Do you trust your calorie adjustment?

soccerkon26
soccerkon26 Posts: 596 Member
edited November 27 in Social Groups
I'm nervous to consume all of the calories I get from my adjustment. I'm wondering how accurate it can really be!

Replies

  • NancyN795
    NancyN795 Posts: 1,134 Member
    It's very accurate for some people, it overestimates for others and underestimates for a few. It overestimates for me, but not hugely.

    The thing to do is to trust it - for the most part - for at least a month. During that time, be extra scrupulous about logging your food. Log every bite, weigh every bite. Be obsessive about it. A month is a long enough time to even out the day to day weight variations that can make it hard to figure out calories in vs. calories out. What I mean by trusting your Fitbit "for the most part" is that I think it is reasonable to leave some of your adjustment calories uneaten - as long as you're not aiming for an unrealistic weight loss rate to start with (no more than .5 pound a week for every 25 pounds you have to lose).

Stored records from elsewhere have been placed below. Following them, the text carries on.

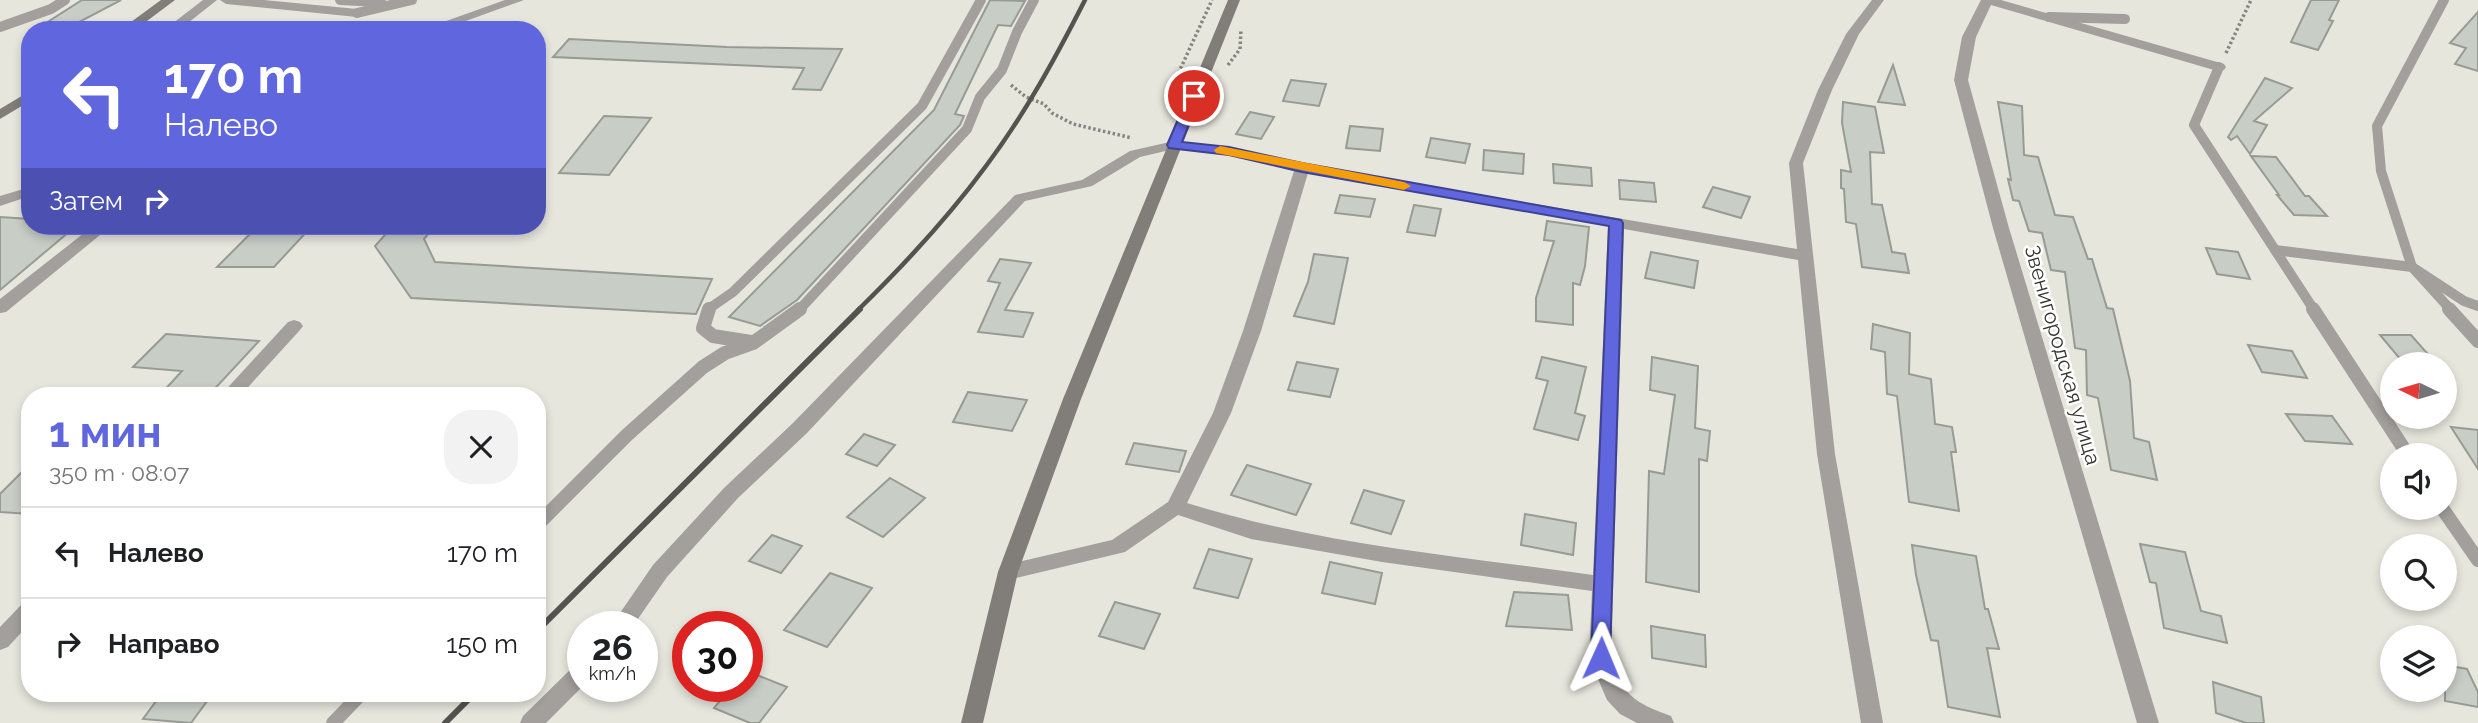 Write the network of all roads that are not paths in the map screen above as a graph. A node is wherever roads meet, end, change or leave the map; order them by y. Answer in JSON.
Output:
{"nodes":[{"id":1,"x":65,"y":0,"type":"edge"},
{"id":2,"x":169,"y":0,"type":"edge"},
{"id":3,"x":211,"y":0,"type":"edge"},
{"id":4,"x":226,"y":0,"type":"edge"},
{"id":5,"x":340,"y":0,"type":"edge"},
{"id":6,"x":384,"y":0,"type":"edge"},
{"id":7,"x":412,"y":0,"type":"edge"},
{"id":8,"x":518,"y":0,"type":"edge"},
{"id":9,"x":981,"y":0,"type":"edge"},
{"id":10,"x":1034,"y":0,"type":"edge"},
{"id":11,"x":1234,"y":0,"type":"edge"},
{"id":12,"x":1878,"y":0,"type":"edge"},
{"id":13,"x":1987,"y":0,"type":"edge"},
{"id":14,"x":2444,"y":0,"type":"edge"},
{"id":15,"x":357,"y":13,"type":"joint"},
{"id":16,"x":2046,"y":17,"type":"junction"},
{"id":17,"x":2125,"y":19,"type":"dead end"},
{"id":18,"x":139,"y":21,"type":"edge"},
{"id":19,"x":182,"y":21,"type":"edge"},
{"id":20,"x":454,"y":21,"type":"edge"},
{"id":21,"x":0,"y":27,"type":"edge"},
{"id":22,"x":2219,"y":67,"type":"joint"},
{"id":23,"x":21,"y":101,"type":"edge"},
{"id":24,"x":0,"y":115,"type":"edge"},
{"id":25,"x":1174,"y":145,"type":"junction"},
{"id":26,"x":1302,"y":167,"type":"junction"},
{"id":27,"x":21,"y":194,"type":"edge"},
{"id":28,"x":0,"y":201,"type":"edge"},
{"id":29,"x":1616,"y":223,"type":"junction"},
{"id":30,"x":92,"y":235,"type":"edge"},
{"id":31,"x":2275,"y":250,"type":"junction"},
{"id":32,"x":1806,"y":256,"type":"junction"},
{"id":33,"x":2412,"y":267,"type":"junction"},
{"id":34,"x":2478,"y":306,"type":"edge"},
{"id":35,"x":0,"y":308,"type":"edge"},
{"id":36,"x":294,"y":326,"type":"dead end"},
{"id":37,"x":2478,"y":341,"type":"edge"},
{"id":38,"x":753,"y":343,"type":"junction"},
{"id":39,"x":237,"y":387,"type":"edge"},
{"id":40,"x":2399,"y":443,"type":"edge"},
{"id":41,"x":1175,"y":507,"type":"junction"},
{"id":42,"x":546,"y":515,"type":"edge"},
{"id":43,"x":2450,"y":520,"type":"edge"},
{"id":44,"x":2478,"y":561,"type":"edge"},
{"id":45,"x":1008,"y":572,"type":"junction"},
{"id":46,"x":1602,"y":583,"type":"junction"},
{"id":47,"x":632,"y":611,"type":"edge"},
{"id":48,"x":21,"y":619,"type":"edge"},
{"id":49,"x":0,"y":641,"type":"edge"},
{"id":50,"x":567,"y":687,"type":"edge"},
{"id":51,"x":353,"y":702,"type":"edge"},
{"id":52,"x":333,"y":723,"type":"edge"},
{"id":53,"x":531,"y":723,"type":"edge"},
{"id":54,"x":972,"y":723,"type":"edge"},
{"id":55,"x":1663,"y":723,"type":"edge"},
{"id":56,"x":1872,"y":723,"type":"edge"},
{"id":57,"x":2148,"y":723,"type":"edge"}],
"edges":[{"from":1,"to":21,"type":"lane"},
{"from":2,"to":18,"type":"street"},
{"from":3,"to":19,"type":"street"},
{"from":4,"to":15,"type":"street"},
{"from":5,"to":6,"type":"lane"},
{"from":7,"to":15,"type":"lane"},
{"from":8,"to":20,"type":"street"},
{"from":9,"to":38,"type":"lane"},
{"from":10,"to":38,"type":"lane"},
{"from":11,"to":25,"type":"street"},
{"from":12,"to":32,"type":"street"},
{"from":13,"to":16,"type":"street"},
{"from":13,"to":57,"type":"street","name":"Звенигородская улица"},
{"from":14,"to":33,"type":"lane"},
{"from":16,"to":17,"type":"lane"},
{"from":16,"to":22,"type":"street"},
{"from":22,"to":31,"type":"lane"},
{"from":23,"to":24,"type":"street"},
{"from":25,"to":26,"type":"street"},
{"from":25,"to":45,"type":"street"},
{"from":25,"to":47,"type":"street"},
{"from":26,"to":29,"type":"street"},
{"from":26,"to":41,"type":"street"},
{"from":27,"to":28,"type":"street"},
{"from":29,"to":32,"type":"street"},
{"from":29,"to":46,"type":"street"},
{"from":30,"to":35,"type":"street"},
{"from":31,"to":33,"type":"lane"},
{"from":31,"to":40,"type":"lane"},
{"from":32,"to":56,"type":"street"},
{"from":33,"to":34,"type":"lane"},
{"from":33,"to":37,"type":"lane"},
{"from":36,"to":39,"type":"street"},
{"from":38,"to":42,"type":"lane"},
{"from":41,"to":45,"type":"street"},
{"from":41,"to":46,"type":"street"},
{"from":43,"to":44,"type":"lane"},
{"from":45,"to":54,"type":"street"},
{"from":46,"to":55,"type":"street"},
{"from":48,"to":49,"type":"street"},
{"from":50,"to":53,"type":"street"},
{"from":51,"to":52,"type":"lane"}]}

    After a month, you can go to your Fitbit profile page and it will show you a graph of calories in vs. calories out for the past 30 days and also your average values. Using those average values, you can compute your "theoretical" weight loss for that period. Then compare that to your actual weight loss and, assuming you were really good about logging your food, that will tell you how accurate your Fitbit is for you. Because mine overestimates my calorie burn a little (and because being obsessive about accurate food logging isn't good for my mental health), I have a standard "Quick Add Calories" amount that I include as part of my breakfast every day. I could just try to leave that many calories uneaten at the end of every day, but I find that for me it works better this way. The calories in vs. calories out math still works the way I do it.
  • soccerkon26
    soccerkon26 Posts: 596 Member
    Thank you for all of your thoughtful responses on my questions! :)
  • Christine_72
    Christine_72 Posts: 16,049 Member
    Not really. I cant get my head around earning 1000 extra calories for simple walking... I shaved off an inch from my height and stride length hoping it wouldn't give me so many calories, but I still get a boat load every day.

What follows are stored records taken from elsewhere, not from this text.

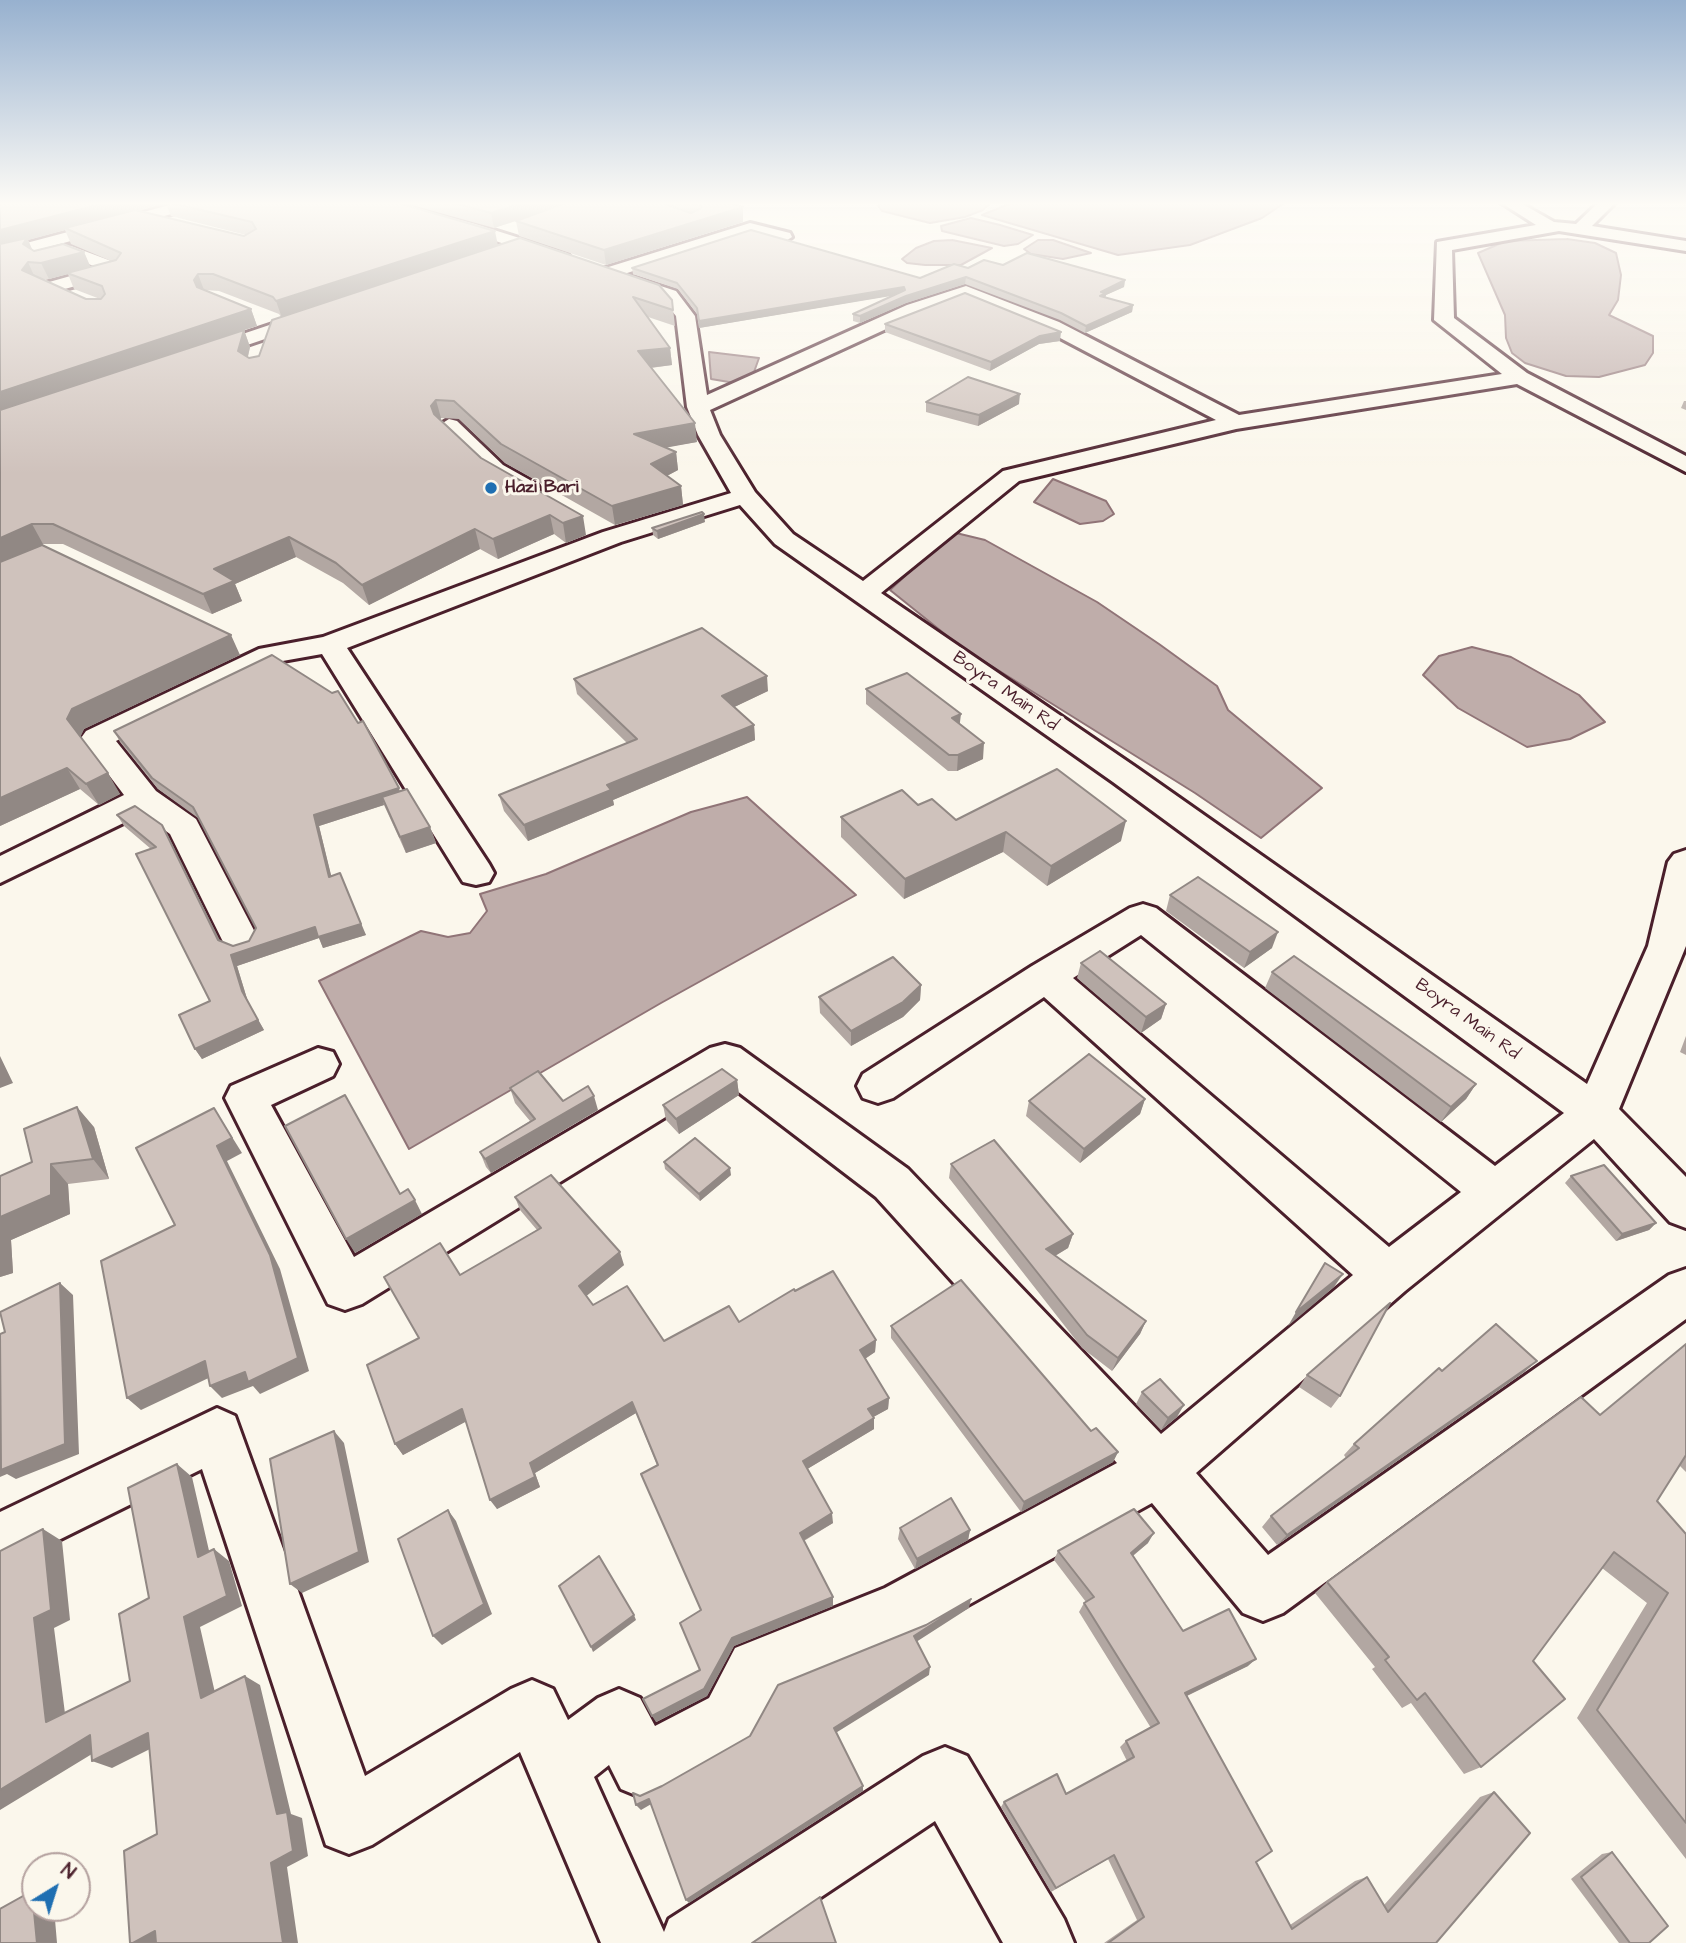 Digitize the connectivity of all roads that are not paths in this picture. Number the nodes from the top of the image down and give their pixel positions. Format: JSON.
{"nodes":[{"id":1,"x":60,"y":293,"type":"edge"},
{"id":2,"x":663,"y":293,"type":"edge"},
{"id":3,"x":964,"y":293,"type":"edge"},
{"id":4,"x":968,"y":293,"type":"edge"},
{"id":5,"x":1444,"y":293,"type":"edge"},
{"id":6,"x":80,"y":301,"type":"edge"},
{"id":7,"x":333,"y":310,"type":"edge"},
{"id":8,"x":264,"y":323,"type":"junction"},
{"id":9,"x":261,"y":355,"type":"edge"},
{"id":10,"x":179,"y":362,"type":"edge"},
{"id":11,"x":1520,"y":377,"type":"junction"},
{"id":12,"x":698,"y":407,"type":"junction"},
{"id":13,"x":1236,"y":422,"type":"junction"},
{"id":14,"x":449,"y":426,"type":"edge"},
{"id":15,"x":1686,"y":465,"type":"edge"},
{"id":16,"x":745,"y":496,"type":"junction"},
{"id":17,"x":553,"y":504,"type":"edge"},
{"id":18,"x":863,"y":594,"type":"junction"},
{"id":19,"x":233,"y":638,"type":"dead end"},
{"id":20,"x":330,"y":644,"type":"junction"},
{"id":21,"x":269,"y":655,"type":"junction"},
{"id":22,"x":144,"y":799,"type":"junction"},
{"id":23,"x":0,"y":871,"type":"edge"},
{"id":24,"x":476,"y":873,"type":"dead end"},
{"id":25,"x":1684,"y":880,"type":"edge"},
{"id":26,"x":240,"y":940,"type":"dead end"},
{"id":27,"x":1046,"y":976,"type":"junction"},
{"id":28,"x":318,"y":1063,"type":"dead end"},
{"id":29,"x":878,"y":1086,"type":"dead end"},
{"id":30,"x":1597,"y":1113,"type":"junction"},
{"id":31,"x":1496,"y":1193,"type":"junction"},
{"id":32,"x":1686,"y":1208,"type":"edge"},
{"id":33,"x":1388,"y":1276,"type":"junction"},
{"id":34,"x":1686,"y":1291,"type":"edge"},
{"id":35,"x":1159,"y":1471,"type":"junction"},
{"id":36,"x":0,"y":1541,"type":"edge"},
{"id":37,"x":556,"y":1767,"type":"junction"},
{"id":38,"x":635,"y":1943,"type":"edge"},
{"id":39,"x":693,"y":1943,"type":"edge"},
{"id":40,"x":1040,"y":1943,"type":"edge"}],
"edges":[{"from":1,"to":6,"type":"street"},
{"from":2,"to":12,"type":"street","name":"Boyra Main Rd"},
{"from":3,"to":12,"type":"street"},
{"from":4,"to":13,"type":"street"},
{"from":5,"to":11,"type":"street"},
{"from":7,"to":8,"type":"street"},
{"from":8,"to":9,"type":"street"},
{"from":8,"to":10,"type":"street"},
{"from":11,"to":13,"type":"street"},
{"from":11,"to":15,"type":"street"},
{"from":12,"to":16,"type":"street","name":"Boyra Main Rd"},
{"from":13,"to":18,"type":"street"},
{"from":14,"to":17,"type":"street"},
{"from":16,"to":18,"type":"street","name":"Boyra Main Rd"},
{"from":16,"to":20,"type":"street"},
{"from":18,"to":30,"type":"street","name":"Boyra Main Rd"},
{"from":19,"to":21,"type":"street"},
{"from":20,"to":21,"type":"street"},
{"from":20,"to":24,"type":"street"},
{"from":21,"to":22,"type":"street"},
{"from":22,"to":23,"type":"street"},
{"from":22,"to":26,"type":"street"},
{"from":25,"to":30,"type":"street"},
{"from":27,"to":29,"type":"street"},
{"from":27,"to":31,"type":"street"},
{"from":27,"to":33,"type":"street"},
{"from":28,"to":35,"type":"street"},
{"from":30,"to":31,"type":"street"},
{"from":30,"to":32,"type":"street","name":"Boyra Main Rd"},
{"from":31,"to":33,"type":"street"},
{"from":33,"to":35,"type":"street"},
{"from":34,"to":35,"type":"street"},
{"from":35,"to":37,"type":"street"},
{"from":36,"to":37,"type":"street"},
{"from":37,"to":38,"type":"street"},
{"from":39,"to":40,"type":"street"}]}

    My weight hasn't budged much, either my food logging is woefully inaccurate which is unlikely or my fitbit is over estimating.
  • soccerkon26
    soccerkon26 Posts: 596 Member
    Not really. I cant get my head around earning 1000 extra calories for simple walking... I shaved off an inch from my height and stride length hoping it wouldn't give me so many calories, but I still get a boat load every day.

    My weight hasn't budged much, either my food logging is woefully inaccurate which is unlikely or my fitbit is over estimating.

    That's what I'm nervous about! Hmmm..
  • firephoenix8
    firephoenix8 Posts: 102 Member
    1000 extra calories does sound like a lot. Maybe you should bump up your MFP activity level? I had mine set too low and it made every really strange.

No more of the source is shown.